A morte de uma grávida depois de ter sido transportada de barco entre as ilhas cabo-verdianas da Boavista e Sal relançou o debate sobre o transporte de doentes, com o chefe de Estado a reclamar uma solução urgente.

A jovem foi atendida, na quinta-feira, no Centro de Saúde da Boavista com um quadro de gravidez ectópica, tendo sido transferida nessa noite para ilha do Sal, numa embarcação que transporta cargas. Recebida no Hospital Ramiro Figueira, na ilha do Sal, na madrugada de sexta-feira, a mulher, de 30 anos, que sofria de uma cardiopatia mitral, viria a morrer no sábado, depois de ter sido operada e de a sua situação clínica se ter agravado, segundo comunicado da unidade hospitalar.

De acordo com a versão de familiares, citada pela imprensa local, a opção pelo transporte por via marítima aconteceu porque a companhia aérea que opera em exclusivo as ligações entre ilhas, a Binter, alegou lotação esgotada para não transportar a jovem. Fonte da Binter, citada pela estação pública de televisão de Cabo Verde (TCV), adiantou que, por ser de noite, era tecnicamente impossível descolar ou aterrar qualquer avião no aeroporto da Boavista, informando que durante a manhã do mesmo dia o transporte de doentes foi feito normalmente.

O envio por via marítima foi autorizado pela delegada de Saúde da Boavista e, segundo o comunicado do Hospital Ramiro Figueira, era o “método que mais rapidamente assegurava que a doente teria o tratamento adequado”.

O Governo cabo-verdiano, o principal alvo da indignação com esta morte, anunciou, em comunicado, “um inquérito que deverá servir para apurar a verdade e o cabal esclarecimento da situação”. O Presidente da República, Jorge Carlos Fonseca, considerou que, independente dos contornos que levaram à morte da jovem, é necessário encontrar uma “solução urgente” para o transporte de doentes entre as ilhas.

“O que aconteceu na Boavista, independentemente dos contornos precisos dos factos e do apuramento rigoroso e atempado do acontecido, é lastimável e de muita gravidade. Não sendo um caso único, deve merecer uma atenção particular da parte do Governo. Uma solução precisa de ser encontrada sem mais demoras, com urgência”, considerou Jorge Carlos Fonseca. Para o chefe de Estado, “a solução deve ser encontrada rapidamente para evitar repetição de situações verdadeiramente irrazoáveis. Não se pode adiar mais”.

Jorge Carlos Fonseca adiantou ter já abordado com o Governo “algumas vezes e por diferentes vias” a questão, adiantando que “dentro do que cabe ao Presidente da República” voltará “a agir para que o problema se resolva de uma forma adequada, eficiente e urgente.
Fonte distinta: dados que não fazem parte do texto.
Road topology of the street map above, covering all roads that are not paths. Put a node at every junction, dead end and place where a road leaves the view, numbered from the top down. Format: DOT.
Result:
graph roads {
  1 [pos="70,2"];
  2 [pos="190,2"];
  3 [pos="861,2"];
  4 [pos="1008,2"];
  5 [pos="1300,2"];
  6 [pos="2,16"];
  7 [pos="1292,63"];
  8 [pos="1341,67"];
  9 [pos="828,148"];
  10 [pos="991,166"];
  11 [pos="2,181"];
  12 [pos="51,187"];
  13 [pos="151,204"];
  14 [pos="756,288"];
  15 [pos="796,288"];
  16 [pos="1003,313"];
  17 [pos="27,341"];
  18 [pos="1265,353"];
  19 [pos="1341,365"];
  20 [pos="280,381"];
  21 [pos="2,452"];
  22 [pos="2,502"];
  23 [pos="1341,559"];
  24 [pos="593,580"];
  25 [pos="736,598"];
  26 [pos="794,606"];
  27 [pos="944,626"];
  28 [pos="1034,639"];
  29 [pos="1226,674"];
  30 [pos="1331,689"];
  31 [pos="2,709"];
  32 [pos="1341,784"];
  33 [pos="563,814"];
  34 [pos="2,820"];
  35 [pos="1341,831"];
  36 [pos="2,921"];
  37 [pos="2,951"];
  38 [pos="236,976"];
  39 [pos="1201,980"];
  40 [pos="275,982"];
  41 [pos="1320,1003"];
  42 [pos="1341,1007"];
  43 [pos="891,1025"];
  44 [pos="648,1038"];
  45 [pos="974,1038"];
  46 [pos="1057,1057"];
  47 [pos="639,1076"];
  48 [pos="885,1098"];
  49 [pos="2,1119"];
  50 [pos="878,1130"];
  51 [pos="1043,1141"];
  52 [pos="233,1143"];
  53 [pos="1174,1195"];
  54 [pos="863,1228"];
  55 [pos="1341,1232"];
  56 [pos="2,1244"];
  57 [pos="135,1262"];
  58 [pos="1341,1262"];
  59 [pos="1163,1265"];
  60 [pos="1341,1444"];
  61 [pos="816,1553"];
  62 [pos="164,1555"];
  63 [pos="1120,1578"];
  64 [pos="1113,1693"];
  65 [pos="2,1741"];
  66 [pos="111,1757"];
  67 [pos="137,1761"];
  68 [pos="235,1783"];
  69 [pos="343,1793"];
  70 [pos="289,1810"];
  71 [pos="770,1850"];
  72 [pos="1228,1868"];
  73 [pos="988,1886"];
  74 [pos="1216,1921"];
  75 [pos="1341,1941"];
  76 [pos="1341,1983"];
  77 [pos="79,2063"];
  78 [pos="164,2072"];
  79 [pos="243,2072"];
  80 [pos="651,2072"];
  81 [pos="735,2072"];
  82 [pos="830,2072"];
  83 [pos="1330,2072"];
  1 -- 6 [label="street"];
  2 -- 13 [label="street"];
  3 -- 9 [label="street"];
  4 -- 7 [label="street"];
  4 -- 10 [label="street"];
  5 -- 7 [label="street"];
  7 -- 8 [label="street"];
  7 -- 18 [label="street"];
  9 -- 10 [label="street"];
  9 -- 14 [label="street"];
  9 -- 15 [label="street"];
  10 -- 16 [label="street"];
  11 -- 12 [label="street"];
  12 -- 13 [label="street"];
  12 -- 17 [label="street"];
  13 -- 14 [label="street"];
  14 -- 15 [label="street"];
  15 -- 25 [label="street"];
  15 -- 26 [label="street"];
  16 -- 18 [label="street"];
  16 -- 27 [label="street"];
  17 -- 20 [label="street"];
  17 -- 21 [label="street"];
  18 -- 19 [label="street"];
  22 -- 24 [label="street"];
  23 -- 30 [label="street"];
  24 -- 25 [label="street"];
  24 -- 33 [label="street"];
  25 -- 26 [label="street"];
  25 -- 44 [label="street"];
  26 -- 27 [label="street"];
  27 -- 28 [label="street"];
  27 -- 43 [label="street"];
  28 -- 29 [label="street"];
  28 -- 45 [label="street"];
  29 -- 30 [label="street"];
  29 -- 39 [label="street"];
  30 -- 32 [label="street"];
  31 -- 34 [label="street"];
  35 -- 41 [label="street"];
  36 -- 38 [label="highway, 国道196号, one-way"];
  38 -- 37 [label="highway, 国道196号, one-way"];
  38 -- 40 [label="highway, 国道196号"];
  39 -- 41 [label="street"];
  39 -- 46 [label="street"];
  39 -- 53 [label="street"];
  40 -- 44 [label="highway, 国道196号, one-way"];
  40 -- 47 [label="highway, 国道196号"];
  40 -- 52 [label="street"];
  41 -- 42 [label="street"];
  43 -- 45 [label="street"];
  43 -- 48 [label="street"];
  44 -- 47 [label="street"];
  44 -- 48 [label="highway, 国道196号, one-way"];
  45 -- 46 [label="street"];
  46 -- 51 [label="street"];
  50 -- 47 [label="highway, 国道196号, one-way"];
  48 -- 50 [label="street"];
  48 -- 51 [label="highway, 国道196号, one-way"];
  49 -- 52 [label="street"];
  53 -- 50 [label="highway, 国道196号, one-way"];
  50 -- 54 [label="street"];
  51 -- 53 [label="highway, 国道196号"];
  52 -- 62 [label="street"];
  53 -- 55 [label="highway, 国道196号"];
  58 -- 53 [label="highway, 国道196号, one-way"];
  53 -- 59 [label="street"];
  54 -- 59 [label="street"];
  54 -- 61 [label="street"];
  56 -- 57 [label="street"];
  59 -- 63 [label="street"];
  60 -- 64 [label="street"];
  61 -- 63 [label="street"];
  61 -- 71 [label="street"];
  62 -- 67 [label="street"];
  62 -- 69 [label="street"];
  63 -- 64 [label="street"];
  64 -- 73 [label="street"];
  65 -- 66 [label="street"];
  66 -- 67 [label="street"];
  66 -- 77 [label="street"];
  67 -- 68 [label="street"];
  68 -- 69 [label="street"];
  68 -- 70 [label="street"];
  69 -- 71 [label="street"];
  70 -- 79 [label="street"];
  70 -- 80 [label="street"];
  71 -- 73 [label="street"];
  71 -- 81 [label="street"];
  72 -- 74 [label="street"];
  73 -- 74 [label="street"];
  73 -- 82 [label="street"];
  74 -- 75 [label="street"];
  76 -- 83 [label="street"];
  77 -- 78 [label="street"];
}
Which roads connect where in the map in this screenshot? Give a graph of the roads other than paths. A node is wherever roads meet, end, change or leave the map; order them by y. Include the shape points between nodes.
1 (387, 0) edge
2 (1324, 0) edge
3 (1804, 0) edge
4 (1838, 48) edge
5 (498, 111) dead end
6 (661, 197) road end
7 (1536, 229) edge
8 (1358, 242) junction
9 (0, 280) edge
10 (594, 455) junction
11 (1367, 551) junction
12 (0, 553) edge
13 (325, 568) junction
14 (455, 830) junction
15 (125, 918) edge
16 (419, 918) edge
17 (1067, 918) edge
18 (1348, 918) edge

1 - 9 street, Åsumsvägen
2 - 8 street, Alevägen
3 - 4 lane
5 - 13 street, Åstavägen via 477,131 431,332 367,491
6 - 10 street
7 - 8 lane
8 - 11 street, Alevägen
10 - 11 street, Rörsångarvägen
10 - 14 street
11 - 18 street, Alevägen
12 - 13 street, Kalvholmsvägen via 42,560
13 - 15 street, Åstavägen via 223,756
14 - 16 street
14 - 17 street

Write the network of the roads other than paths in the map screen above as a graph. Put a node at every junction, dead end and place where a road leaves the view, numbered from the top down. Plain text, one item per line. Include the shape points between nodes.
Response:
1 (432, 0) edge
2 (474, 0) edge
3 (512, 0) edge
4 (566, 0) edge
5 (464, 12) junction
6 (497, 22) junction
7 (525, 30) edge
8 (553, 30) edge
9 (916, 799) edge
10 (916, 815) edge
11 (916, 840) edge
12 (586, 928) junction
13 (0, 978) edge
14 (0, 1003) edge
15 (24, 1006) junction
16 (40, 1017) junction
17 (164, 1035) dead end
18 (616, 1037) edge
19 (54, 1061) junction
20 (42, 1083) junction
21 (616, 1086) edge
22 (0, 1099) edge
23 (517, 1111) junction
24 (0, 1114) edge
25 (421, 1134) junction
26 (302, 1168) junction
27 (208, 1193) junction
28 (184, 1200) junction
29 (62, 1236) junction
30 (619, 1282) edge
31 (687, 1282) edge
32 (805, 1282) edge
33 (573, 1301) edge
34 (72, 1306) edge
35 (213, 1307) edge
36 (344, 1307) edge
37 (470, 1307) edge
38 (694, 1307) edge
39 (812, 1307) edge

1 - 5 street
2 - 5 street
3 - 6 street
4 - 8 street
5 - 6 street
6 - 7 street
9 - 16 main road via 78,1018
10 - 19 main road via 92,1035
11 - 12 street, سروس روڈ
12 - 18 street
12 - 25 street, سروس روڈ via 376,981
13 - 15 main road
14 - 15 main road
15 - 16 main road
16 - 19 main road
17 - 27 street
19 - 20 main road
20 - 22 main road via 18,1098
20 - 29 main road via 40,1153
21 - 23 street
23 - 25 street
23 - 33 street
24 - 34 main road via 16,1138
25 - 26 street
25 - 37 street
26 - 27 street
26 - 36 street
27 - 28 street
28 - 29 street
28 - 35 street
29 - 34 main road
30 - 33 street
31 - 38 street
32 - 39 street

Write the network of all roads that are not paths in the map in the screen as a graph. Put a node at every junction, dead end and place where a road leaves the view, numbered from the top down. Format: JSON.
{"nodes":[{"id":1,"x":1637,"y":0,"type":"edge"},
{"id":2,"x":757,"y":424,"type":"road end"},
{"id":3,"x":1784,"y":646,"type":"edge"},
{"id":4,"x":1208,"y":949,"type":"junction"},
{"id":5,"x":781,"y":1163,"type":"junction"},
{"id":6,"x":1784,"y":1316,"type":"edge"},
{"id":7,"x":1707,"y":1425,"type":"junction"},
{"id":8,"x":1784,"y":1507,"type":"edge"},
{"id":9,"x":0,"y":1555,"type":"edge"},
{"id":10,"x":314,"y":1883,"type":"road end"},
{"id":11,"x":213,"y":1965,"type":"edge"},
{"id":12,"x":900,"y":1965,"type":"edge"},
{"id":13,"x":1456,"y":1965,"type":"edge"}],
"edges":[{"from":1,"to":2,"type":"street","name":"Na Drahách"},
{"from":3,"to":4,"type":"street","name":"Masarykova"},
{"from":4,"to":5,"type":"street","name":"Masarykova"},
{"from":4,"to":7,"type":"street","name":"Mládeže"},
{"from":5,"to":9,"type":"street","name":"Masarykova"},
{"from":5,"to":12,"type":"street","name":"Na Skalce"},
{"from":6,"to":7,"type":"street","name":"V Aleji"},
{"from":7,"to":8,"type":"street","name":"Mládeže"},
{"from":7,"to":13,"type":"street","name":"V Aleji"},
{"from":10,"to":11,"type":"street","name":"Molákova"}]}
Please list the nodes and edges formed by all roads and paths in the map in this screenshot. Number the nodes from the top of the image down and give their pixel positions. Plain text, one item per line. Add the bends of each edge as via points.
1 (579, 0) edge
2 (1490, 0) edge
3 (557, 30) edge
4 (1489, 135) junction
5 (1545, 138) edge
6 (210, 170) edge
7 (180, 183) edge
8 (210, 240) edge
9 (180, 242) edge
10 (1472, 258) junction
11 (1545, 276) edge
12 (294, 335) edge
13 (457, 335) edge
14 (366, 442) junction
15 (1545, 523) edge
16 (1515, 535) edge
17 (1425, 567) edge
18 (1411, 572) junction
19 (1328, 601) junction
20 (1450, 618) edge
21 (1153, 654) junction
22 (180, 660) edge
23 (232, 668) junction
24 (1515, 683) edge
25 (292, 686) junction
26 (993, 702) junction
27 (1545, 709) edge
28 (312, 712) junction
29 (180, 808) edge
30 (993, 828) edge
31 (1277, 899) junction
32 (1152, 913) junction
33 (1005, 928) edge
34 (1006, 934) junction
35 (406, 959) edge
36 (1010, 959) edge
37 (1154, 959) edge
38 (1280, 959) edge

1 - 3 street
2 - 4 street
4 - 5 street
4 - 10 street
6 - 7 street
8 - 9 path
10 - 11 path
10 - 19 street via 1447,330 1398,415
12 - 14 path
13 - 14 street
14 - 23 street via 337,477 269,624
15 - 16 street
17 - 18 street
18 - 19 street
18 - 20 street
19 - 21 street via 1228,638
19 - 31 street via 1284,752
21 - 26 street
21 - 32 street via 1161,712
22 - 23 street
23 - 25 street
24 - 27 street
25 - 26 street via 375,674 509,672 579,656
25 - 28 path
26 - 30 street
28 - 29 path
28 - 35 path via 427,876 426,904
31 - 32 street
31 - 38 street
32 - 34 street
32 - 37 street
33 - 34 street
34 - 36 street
Este foi o terceiro caso em que dificuldades no transporte de doentes por via aérea entre as ilhas cabo-verdianas obrigou a fazer esse transporte por via marítima, uma opção mais demorada e, muitas vezes, em condições precárias.

A presidente do maior partido da oposição (PAICV), Janira Hoppfer Almada, manifestou indignação pela morte da jovem, considerando que a situação se está a tornar frequente demais para ser ignorada. “Não quero ver mais nenhum cabo-verdiano a morrer porque não foi evacuado dentro do nosso próprio país, em voos de menos de 30 minutos. Não quero ver mais nenhuma mulher grávida a morrer e a perder o seu bebé porque não conseguiu fazer um voo de menos de 20 minutos. Não quero ver mais nenhuma família a ficar destroçada pela perda de uma vida humana, porque o seu país não foi capaz de lhe arranjar um lugar, num voo de 10 minutos, do qual dependia a sua vida”, disse.

O primeiro-ministro Ulisses Correia e Silva anunciou recentemente estar a negociar a aquisição de um avião destinado ao transporte de doentes entre ilhas, estimando que deva chegar ao país até ao final do ano.

A ilha da Boavista, o segundo mais importante destino turístico de Cabo Verde, a seguir ao Sal, recebe anualmente cerca de 200 mil turistas e é servida apenas por um Centro de Saúde.